= AJAX furnace =

Modified open hearth furnace

The AJAX furnace was a modification of the tilting open hearth furnace that used blown oxygen to improve productivity. The process was used in the UK during the 1960s at a time of transition from open hearth to oxygen-based steelmaking.

==History and description==

The AJAX process invented in 1957, and named after its originator, Albert Jackson. The process involved modifying an open hearth furnace to use oxygen instead of air. The use of oxygen in the open hearth negated the need for an external fuel source, as with Linz-Donawitz converters.
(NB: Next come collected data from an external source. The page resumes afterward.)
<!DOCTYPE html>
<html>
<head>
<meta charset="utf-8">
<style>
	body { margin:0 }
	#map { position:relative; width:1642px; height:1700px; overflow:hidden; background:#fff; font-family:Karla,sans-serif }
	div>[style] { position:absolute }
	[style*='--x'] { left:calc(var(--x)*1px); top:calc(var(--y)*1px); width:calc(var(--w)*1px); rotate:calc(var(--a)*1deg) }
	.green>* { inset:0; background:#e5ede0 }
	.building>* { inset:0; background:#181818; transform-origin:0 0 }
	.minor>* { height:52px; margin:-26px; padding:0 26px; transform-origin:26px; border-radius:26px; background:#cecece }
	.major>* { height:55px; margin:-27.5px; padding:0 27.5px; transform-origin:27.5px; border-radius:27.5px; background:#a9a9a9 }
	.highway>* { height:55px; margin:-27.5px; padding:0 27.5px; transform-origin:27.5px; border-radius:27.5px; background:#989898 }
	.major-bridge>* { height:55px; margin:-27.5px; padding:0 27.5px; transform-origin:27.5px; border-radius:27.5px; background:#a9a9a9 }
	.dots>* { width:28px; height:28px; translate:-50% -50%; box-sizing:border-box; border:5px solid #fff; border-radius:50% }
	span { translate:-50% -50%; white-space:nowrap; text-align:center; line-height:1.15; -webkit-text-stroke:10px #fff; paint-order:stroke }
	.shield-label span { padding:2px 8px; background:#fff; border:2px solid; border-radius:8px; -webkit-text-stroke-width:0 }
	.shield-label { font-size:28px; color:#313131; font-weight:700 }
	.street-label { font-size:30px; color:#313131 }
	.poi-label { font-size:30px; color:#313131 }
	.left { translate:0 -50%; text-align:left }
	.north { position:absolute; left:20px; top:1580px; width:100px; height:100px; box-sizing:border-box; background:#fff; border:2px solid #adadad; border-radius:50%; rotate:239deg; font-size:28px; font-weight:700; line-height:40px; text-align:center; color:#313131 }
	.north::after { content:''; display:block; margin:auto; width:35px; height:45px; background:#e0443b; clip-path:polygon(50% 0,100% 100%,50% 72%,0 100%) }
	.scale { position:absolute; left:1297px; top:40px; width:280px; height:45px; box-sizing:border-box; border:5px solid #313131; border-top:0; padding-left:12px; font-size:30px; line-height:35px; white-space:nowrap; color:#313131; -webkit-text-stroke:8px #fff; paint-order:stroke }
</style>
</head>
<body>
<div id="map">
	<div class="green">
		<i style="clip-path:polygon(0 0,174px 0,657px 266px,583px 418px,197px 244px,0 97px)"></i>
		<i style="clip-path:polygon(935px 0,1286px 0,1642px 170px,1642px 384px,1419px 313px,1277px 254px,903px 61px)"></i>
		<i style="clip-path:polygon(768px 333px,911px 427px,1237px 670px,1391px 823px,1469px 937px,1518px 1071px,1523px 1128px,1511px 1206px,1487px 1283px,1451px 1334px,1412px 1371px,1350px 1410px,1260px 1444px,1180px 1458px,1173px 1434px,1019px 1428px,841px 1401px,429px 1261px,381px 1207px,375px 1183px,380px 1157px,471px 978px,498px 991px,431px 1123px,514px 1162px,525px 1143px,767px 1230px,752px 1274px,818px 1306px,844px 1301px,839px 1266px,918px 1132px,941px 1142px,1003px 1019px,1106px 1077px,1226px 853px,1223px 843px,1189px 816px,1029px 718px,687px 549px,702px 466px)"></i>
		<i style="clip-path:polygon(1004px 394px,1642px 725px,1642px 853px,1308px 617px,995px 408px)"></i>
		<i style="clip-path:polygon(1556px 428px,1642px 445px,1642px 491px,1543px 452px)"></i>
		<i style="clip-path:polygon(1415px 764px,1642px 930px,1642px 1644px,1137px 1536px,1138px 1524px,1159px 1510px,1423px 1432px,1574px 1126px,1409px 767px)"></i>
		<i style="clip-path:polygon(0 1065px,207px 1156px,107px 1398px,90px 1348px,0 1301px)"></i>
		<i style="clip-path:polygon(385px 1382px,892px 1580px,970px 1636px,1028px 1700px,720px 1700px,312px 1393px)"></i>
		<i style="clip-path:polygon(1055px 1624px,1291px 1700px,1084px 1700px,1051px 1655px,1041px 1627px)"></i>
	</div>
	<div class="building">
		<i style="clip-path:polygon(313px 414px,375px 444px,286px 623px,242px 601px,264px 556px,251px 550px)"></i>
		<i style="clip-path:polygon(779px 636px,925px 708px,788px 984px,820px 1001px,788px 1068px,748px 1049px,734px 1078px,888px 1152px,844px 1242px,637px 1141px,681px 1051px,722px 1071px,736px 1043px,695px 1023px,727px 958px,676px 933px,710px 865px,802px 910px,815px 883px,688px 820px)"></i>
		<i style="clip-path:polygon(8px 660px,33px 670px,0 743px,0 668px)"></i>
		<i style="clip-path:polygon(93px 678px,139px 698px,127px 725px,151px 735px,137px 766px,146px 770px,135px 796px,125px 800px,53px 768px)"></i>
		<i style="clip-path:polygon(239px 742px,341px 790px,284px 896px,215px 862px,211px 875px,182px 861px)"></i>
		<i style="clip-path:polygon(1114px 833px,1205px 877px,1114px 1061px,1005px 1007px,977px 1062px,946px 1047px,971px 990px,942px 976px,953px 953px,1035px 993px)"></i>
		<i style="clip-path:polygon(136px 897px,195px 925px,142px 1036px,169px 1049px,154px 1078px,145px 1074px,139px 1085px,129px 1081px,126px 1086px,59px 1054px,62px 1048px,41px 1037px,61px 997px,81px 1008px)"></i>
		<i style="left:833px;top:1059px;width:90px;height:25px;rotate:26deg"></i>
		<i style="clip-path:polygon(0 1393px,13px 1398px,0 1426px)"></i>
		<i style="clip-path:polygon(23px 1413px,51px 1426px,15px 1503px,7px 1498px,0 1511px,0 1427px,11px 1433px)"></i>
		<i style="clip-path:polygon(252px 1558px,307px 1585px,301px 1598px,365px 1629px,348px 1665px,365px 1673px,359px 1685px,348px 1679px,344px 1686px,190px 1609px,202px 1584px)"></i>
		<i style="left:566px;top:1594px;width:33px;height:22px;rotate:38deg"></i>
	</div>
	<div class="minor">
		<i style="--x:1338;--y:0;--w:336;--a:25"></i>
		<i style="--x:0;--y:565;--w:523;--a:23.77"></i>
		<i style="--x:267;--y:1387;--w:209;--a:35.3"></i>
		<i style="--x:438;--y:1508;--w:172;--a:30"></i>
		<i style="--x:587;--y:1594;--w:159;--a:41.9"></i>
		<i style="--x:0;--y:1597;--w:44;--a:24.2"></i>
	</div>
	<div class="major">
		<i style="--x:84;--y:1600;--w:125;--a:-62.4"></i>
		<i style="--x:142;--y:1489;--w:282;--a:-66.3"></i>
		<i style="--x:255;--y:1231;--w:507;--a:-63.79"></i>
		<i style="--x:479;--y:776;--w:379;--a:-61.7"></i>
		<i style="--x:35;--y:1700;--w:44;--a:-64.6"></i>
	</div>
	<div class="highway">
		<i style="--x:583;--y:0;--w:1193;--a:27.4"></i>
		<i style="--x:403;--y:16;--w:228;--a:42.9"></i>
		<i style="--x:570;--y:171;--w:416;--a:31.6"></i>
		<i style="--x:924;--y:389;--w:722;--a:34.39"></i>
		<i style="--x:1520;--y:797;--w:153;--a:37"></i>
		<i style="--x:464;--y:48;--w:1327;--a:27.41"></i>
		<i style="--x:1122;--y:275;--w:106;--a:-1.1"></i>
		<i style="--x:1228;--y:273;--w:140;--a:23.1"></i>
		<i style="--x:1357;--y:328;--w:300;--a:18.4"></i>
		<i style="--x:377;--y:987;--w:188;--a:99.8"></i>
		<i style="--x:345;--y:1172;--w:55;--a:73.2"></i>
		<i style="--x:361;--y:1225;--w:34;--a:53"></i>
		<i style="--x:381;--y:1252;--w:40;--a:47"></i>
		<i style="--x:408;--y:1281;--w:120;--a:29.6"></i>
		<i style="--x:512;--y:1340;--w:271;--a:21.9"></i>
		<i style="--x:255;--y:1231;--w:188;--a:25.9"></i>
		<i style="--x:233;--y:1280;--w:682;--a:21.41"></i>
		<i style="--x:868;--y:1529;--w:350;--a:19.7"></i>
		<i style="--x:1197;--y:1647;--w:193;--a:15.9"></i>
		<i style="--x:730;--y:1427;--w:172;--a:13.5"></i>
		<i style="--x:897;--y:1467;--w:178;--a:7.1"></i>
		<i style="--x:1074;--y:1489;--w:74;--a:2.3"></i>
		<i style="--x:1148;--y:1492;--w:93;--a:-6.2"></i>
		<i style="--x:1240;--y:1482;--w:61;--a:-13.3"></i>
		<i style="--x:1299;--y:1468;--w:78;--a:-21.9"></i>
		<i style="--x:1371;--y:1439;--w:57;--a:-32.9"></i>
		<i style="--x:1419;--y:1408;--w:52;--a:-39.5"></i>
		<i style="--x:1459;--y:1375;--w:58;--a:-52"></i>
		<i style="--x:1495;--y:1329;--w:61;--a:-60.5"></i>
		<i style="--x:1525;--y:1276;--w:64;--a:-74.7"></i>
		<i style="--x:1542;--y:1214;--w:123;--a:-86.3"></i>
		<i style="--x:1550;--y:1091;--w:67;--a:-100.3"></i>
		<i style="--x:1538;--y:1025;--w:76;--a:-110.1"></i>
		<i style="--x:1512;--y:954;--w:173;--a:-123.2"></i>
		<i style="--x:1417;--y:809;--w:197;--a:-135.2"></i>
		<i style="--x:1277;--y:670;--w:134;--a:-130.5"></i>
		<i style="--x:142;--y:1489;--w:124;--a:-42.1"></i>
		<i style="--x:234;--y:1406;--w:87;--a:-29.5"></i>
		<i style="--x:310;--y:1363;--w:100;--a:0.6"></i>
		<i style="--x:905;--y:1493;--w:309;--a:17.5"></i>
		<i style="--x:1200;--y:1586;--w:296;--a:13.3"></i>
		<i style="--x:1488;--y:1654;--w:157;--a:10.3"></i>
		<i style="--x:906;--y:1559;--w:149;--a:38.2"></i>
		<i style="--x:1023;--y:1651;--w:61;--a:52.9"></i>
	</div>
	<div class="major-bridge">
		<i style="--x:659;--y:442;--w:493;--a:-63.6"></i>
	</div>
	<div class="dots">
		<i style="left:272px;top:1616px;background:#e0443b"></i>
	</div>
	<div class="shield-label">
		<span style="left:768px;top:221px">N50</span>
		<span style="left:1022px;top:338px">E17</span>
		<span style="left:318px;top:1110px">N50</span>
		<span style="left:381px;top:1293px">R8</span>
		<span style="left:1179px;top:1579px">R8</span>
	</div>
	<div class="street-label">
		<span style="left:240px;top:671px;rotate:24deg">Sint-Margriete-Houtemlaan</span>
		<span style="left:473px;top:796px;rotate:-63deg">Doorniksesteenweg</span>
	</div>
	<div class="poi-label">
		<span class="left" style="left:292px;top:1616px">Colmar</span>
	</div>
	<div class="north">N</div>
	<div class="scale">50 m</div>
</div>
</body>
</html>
The furnaces were used at the United Steel Companies at the Appleby-Frodingham steelworks near Scunthorpe, Lincolnshire, England as an alternative to installing completely new oxygen based steelmaking plant. In operational practice at Appleby-Frodingham the design initially increased productivity by 38%, as well as reducing scrap requirement from 3.5 to 0.2 long cwt per 1 LT. Later productivity increases were from 70% to 100%, with conversion costs reduced to 68%. By 1962 five of the six open hearth furnaces at the plant had been converted. Conversion time of the open hearths to the oxygen-based process was around 28 days on average, with a stated capital cost of £180,000 each.

In 1966 the Appleby-Frodingham steelworks decided to replace the AJAX production with Linz-Donawitz converters.